There was an attack on a French satirical publication, Charlie Hebdo, using automatic weapons and a rocket-propelled grenade, killing 12. The killers are at large as of this writing.

The NY Times reports:

Masked gunmen with automatic weapons opened fire in the offices of a French satirical newspaper on Wednesday in Paris, the police said, killing 12 people and then escaping in a car.

President François Hollande said the attack on the weekly, Charlie Hebdo, was “without a doubt” an act of terrorism and raised the nationwide terror alert to its highest status. He said that several terrorist attacks had been thwarted in recent weeks….
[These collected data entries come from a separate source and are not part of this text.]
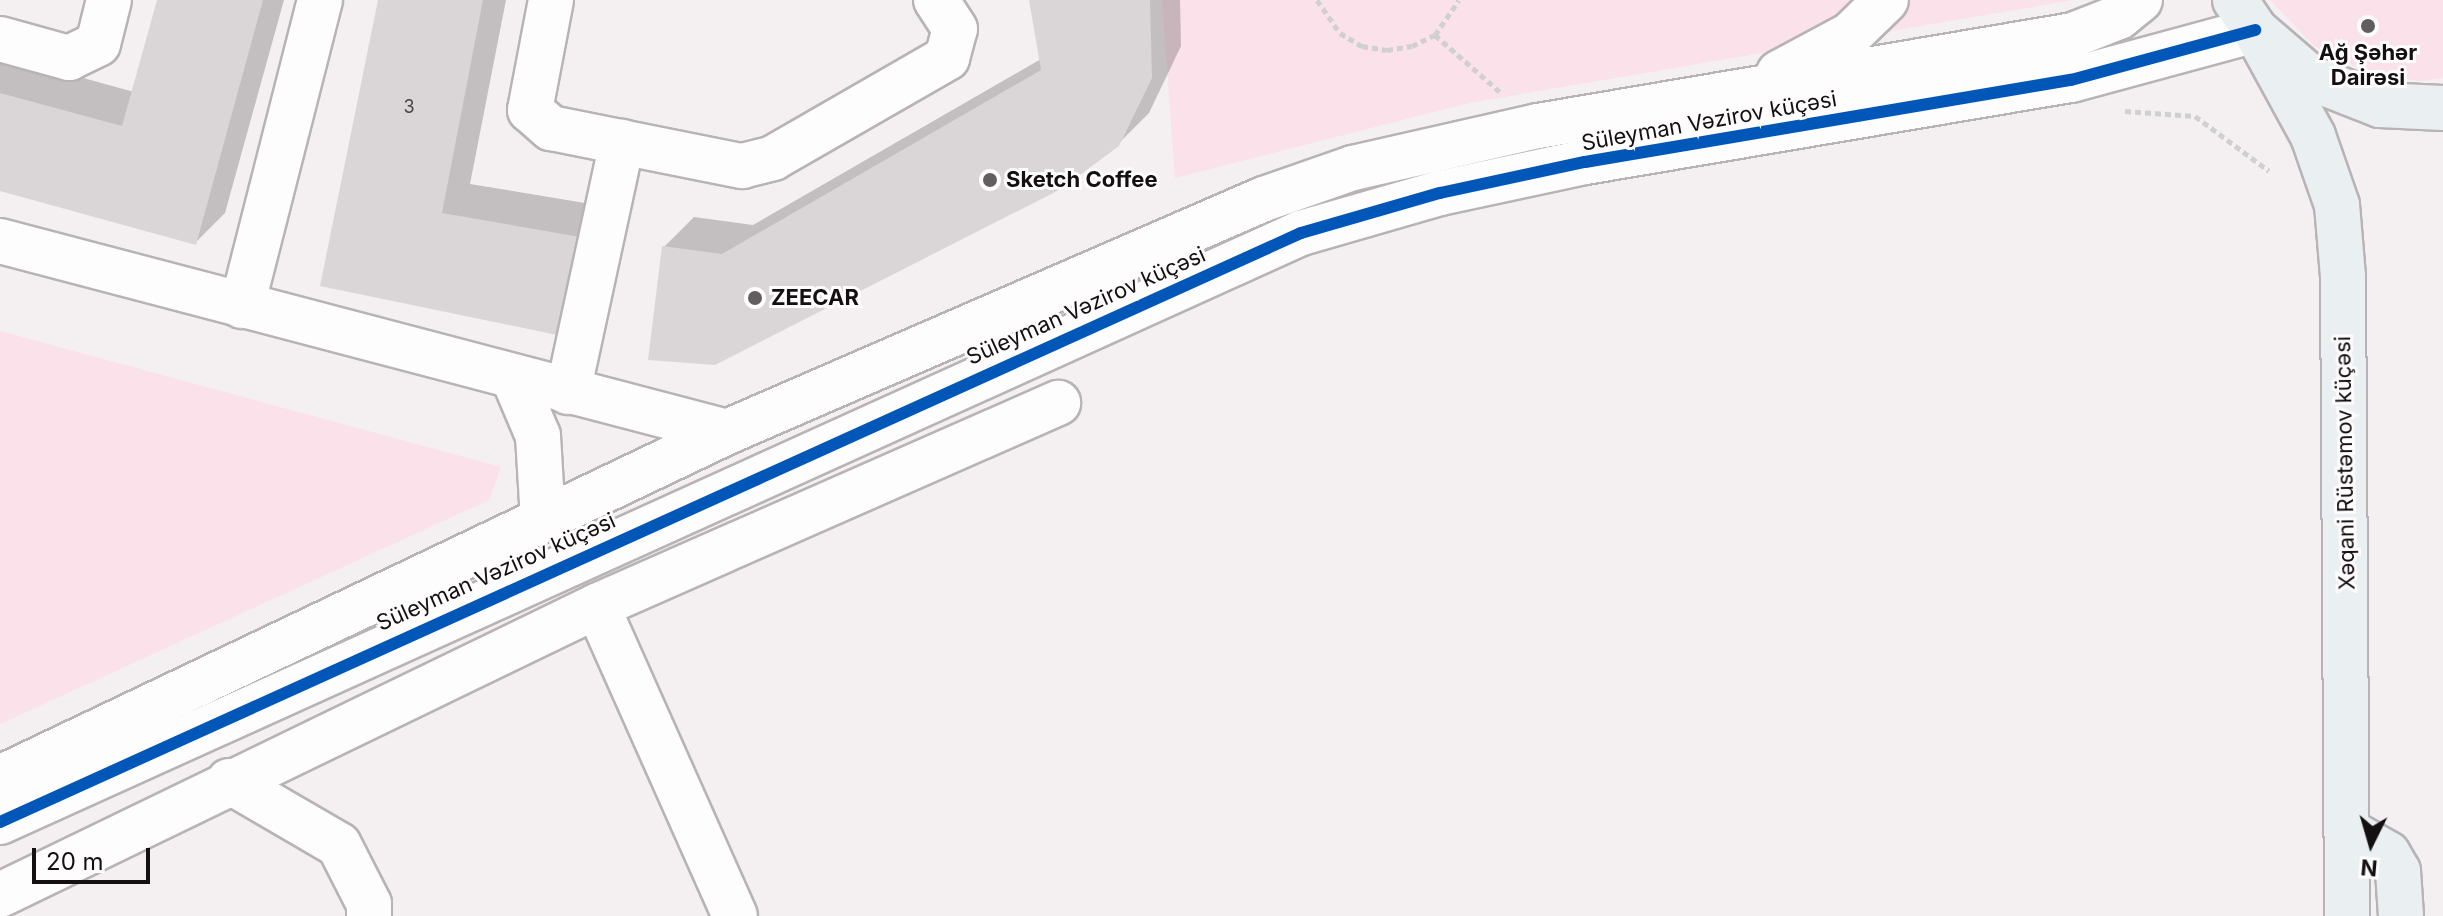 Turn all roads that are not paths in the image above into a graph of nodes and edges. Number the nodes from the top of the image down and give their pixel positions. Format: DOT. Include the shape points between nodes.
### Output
graph roads {
  1 [pos="109,0"];
  2 [pos="320,0"];
  3 [pos="551,0"];
  4 [pos="936,0"];
  5 [pos="1886,0"];
  6 [pos="2140,0"];
  7 [pos="2245,15"];
  8 [pos="0,39"];
  9 [pos="1729,95"];
  10 [pos="2443,108"];
  11 [pos="622,142"];
  12 [pos="0,241"];
  13 [pos="242,306"];
  14 [pos="513,377"];
  15 [pos="568,392"];
  16 [pos="1058,403"];
  17 [pos="727,432"];
  18 [pos="543,520"];
  19 [pos="597,606"];
  20 [pos="0,778"];
  21 [pos="229,781"];
  22 [pos="0,822"];
  23 [pos="2348,831"];
  24 [pos="0,895"];
  25 [pos="369,916"];
  26 [pos="735,916"];
  27 [pos="2347,916"];
  28 [pos="2401,916"];
  1 -- 8 [label="street" via="98,44 69,58"];
  2 -- 13 [label="street"];
  3 -- 11 [label="street" via="530,110 551,128"];
  4 -- 11 [label="street" via="955,29 947,58 773,158 742,166"];
  5 -- 9 [label="street" via="1850,35"];
  6 -- 9 [label="street, Süleyman Vəzirov küçəsi" via="2119,17 2073,35"];
  7 -- 10 [label="main road" via="2311,78 2345,94 2380,105"];
  7 -- 22 [label="street, Süleyman Vəzirov küçəsi" via="2071,80 1571,165 1440,193 1301,233"];
  7 -- 23 [label="main road, Xəqani Rüstəmov küçəsi" via="2313,136 2337,205 2343,277"];
  9 -- 17 [label="street, Süleyman Vəzirov küçəsi" via="1538,126 1353,168 1264,199"];
  11 -- 15 [label="street"];
  12 -- 13 [label="street"];
  13 -- 14 [label="street"];
  14 -- 15 [label="street"];
  14 -- 18 [label="street" via="538,436"];
  15 -- 17 [label="street"];
  16 -- 19 [label="street"];
  17 -- 18 [label="street, Süleyman Vəzirov küçəsi"];
  18 -- 20 [label="street, Süleyman Vəzirov küçəsi"];
  19 -- 21 [label="street"];
  19 -- 26 [label="street"];
  21 -- 24 [label="street"];
  21 -- 25 [label="street" via="339,845 364,893"];
  23 -- 27 [label="main road, Xəqani Rüstəmov küçəsi"];
  23 -- 28 [label="main road" via="2388,854 2398,871"];
}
A senior French prosecutor said the victims included two police officers, including one assigned to guard the newspaper’s offices and its top editor. The second officer was shot and killed as he lay on the ground, the police said….

[A] United States official noted that, according to social media reports, the attackers did refer to the Prophet Muhammad, saying he was “avenged.”

(More video and Twitter updates later in post)

Charlie Hebdo had a long history of conflict with Islamists, as The National Post reports:

Charlie Hebdo first attracted the attention of Islamists in February 2006 when it reprinted 12 cartoons depicting the prophet Mohammed that had initially been published in the Danish newspaper Jyllands-Posten.

The Charlie Hebdo cover read “Mohamed overwhelmed by fundamentalists” and featured a cartoon of Mohamed covering his face and saying, “It’s hard being loved by idiots.”

That edition led to an unsuccessful lawsuit against the magazine by two French Muslim organizations under the country’s anti-racism law.

In 2011, Charlie Hebdo’s offices were destroyed in a firebombing after it announced a special “Charia Hebdo” edition with Mohammed as guest editor. The cover featured a cartoon of the prophet saying, “100 lashes if you don’t die laughing.”

In 2012, as violent protests flared around the world over a low-budget Internet film mocking Mohammed, Charlie Hebdo announced its intention to publish more images depicting the prophet. The French prime minister at the time issued a statement calling for “everyone to behave responsibly,” but the editor of Charlie Hebdo, Stéphane Charbonnier, was adamant.

“We publish caricatures every week, but people only describe them as declarations of war when it’s about the person of the prophet or radical Islam,” Mr. Charbonnier told Der Spiegel. “When you start saying that you can’t create such drawings, then the same thing will soon apply to other, more harmless representations.”